▸ TASK
Every line from the one bearing "thumb mcp: (790, 923)" through the last line of the entries should be printed exactly, with no other output.

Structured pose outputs

--- START ---

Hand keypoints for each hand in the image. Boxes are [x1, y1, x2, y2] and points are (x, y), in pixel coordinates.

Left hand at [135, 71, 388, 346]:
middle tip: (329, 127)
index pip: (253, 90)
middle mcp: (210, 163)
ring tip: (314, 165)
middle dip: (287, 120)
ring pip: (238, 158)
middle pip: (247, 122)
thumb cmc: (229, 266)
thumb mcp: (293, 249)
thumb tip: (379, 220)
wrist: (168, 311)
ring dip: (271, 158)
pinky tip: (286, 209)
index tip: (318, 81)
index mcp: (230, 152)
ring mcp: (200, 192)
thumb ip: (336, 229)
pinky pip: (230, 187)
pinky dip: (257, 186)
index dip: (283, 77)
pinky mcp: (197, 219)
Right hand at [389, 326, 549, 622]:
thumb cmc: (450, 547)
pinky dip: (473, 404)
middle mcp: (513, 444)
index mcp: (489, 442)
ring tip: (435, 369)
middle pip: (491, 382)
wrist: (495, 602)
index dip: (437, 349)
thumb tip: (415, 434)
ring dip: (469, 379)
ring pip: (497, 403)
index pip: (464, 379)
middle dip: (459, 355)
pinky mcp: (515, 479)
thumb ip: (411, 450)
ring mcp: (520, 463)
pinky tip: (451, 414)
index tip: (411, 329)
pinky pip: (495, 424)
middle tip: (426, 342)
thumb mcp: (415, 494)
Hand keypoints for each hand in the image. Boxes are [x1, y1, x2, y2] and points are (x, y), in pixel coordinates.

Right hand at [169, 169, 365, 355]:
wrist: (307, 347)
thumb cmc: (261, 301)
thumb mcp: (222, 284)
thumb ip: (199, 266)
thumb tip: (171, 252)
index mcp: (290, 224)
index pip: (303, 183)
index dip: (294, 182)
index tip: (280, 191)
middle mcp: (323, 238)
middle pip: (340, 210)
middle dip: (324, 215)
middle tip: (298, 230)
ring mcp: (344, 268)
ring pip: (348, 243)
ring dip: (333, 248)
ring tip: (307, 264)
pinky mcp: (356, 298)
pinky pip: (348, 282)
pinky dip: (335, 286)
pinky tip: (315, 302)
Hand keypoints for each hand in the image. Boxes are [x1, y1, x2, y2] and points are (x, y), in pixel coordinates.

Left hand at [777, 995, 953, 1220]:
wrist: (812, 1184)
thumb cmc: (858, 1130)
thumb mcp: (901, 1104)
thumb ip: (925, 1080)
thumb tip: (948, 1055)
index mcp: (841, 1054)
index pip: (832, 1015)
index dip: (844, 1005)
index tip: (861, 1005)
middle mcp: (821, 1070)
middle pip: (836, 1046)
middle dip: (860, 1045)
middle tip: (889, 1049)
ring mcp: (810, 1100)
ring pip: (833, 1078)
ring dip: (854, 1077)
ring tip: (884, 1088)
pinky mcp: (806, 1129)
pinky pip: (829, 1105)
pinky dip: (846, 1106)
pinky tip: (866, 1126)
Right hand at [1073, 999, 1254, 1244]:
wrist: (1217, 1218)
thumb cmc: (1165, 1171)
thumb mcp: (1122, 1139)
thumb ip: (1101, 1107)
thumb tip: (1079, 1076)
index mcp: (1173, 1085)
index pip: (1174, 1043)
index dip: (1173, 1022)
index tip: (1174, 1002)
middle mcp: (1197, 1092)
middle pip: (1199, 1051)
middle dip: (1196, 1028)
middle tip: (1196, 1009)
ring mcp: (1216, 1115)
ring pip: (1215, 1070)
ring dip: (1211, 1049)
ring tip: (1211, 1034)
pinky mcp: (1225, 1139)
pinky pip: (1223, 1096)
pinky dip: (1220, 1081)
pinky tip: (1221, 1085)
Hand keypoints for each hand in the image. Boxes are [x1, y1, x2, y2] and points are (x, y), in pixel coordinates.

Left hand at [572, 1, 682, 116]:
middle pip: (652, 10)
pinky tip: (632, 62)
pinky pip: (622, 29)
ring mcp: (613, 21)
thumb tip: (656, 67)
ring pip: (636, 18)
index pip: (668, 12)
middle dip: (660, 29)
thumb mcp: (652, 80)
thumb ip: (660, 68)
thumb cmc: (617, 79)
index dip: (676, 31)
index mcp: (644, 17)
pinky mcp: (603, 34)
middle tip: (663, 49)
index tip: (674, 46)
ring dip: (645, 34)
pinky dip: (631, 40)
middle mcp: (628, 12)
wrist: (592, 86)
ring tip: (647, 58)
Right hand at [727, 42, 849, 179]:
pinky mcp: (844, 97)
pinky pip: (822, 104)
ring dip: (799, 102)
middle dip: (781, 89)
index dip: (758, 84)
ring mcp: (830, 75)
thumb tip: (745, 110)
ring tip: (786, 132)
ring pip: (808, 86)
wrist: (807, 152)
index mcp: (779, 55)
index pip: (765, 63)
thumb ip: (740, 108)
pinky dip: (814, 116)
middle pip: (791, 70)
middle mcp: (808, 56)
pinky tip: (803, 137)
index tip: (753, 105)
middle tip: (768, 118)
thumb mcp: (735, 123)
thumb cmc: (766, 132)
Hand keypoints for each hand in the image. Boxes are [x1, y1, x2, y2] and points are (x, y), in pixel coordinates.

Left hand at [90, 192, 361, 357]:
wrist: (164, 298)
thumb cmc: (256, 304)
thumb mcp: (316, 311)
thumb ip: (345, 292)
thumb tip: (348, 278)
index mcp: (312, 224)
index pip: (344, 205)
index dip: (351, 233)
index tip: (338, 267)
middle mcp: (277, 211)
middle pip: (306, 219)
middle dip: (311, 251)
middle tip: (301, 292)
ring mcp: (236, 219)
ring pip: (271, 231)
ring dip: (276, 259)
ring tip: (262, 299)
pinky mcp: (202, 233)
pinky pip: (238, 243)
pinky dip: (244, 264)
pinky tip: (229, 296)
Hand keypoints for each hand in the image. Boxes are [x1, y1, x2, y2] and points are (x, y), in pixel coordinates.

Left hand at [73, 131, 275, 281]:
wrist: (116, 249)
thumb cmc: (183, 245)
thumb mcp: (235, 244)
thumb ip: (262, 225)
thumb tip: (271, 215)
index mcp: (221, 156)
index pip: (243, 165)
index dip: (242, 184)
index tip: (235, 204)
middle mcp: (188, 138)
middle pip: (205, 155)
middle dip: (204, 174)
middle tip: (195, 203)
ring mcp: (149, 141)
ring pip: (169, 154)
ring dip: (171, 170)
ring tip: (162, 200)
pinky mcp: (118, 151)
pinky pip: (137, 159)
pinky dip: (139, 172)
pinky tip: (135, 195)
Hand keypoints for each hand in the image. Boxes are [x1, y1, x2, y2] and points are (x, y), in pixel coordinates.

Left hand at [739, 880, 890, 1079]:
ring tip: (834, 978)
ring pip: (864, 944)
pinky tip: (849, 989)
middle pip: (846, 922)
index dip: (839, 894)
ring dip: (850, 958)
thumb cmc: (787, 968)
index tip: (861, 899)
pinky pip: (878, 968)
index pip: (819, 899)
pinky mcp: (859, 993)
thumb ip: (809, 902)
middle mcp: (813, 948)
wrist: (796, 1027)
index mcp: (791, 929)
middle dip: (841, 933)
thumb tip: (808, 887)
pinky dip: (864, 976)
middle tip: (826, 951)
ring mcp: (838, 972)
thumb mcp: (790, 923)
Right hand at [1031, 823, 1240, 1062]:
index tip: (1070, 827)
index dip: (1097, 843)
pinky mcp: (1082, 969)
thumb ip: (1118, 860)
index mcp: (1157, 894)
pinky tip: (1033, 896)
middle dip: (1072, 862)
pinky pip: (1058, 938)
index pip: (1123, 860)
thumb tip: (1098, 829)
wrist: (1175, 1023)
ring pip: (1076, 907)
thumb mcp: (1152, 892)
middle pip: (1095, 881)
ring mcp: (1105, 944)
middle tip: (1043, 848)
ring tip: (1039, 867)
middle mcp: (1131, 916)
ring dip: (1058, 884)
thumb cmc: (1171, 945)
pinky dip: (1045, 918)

--- END ---

▸ YOUR RESPONSE
thumb mcp: (790, 923)
Right hand at [1031, 823, 1240, 1062]:
index tip: (1070, 827)
index dip: (1097, 843)
pinky mcp: (1082, 969)
thumb ip: (1118, 860)
index mcp: (1157, 894)
pinky tip: (1033, 896)
middle dip: (1072, 862)
pinky pip: (1058, 938)
index pip: (1123, 860)
thumb tip: (1098, 829)
wrist: (1175, 1023)
ring pip: (1076, 907)
thumb mcp: (1152, 892)
middle pip: (1095, 881)
ring mcp: (1105, 944)
middle tip: (1043, 848)
ring tip: (1039, 867)
middle mcp: (1131, 916)
ring dip: (1058, 884)
thumb cmc: (1171, 945)
pinky dip: (1045, 918)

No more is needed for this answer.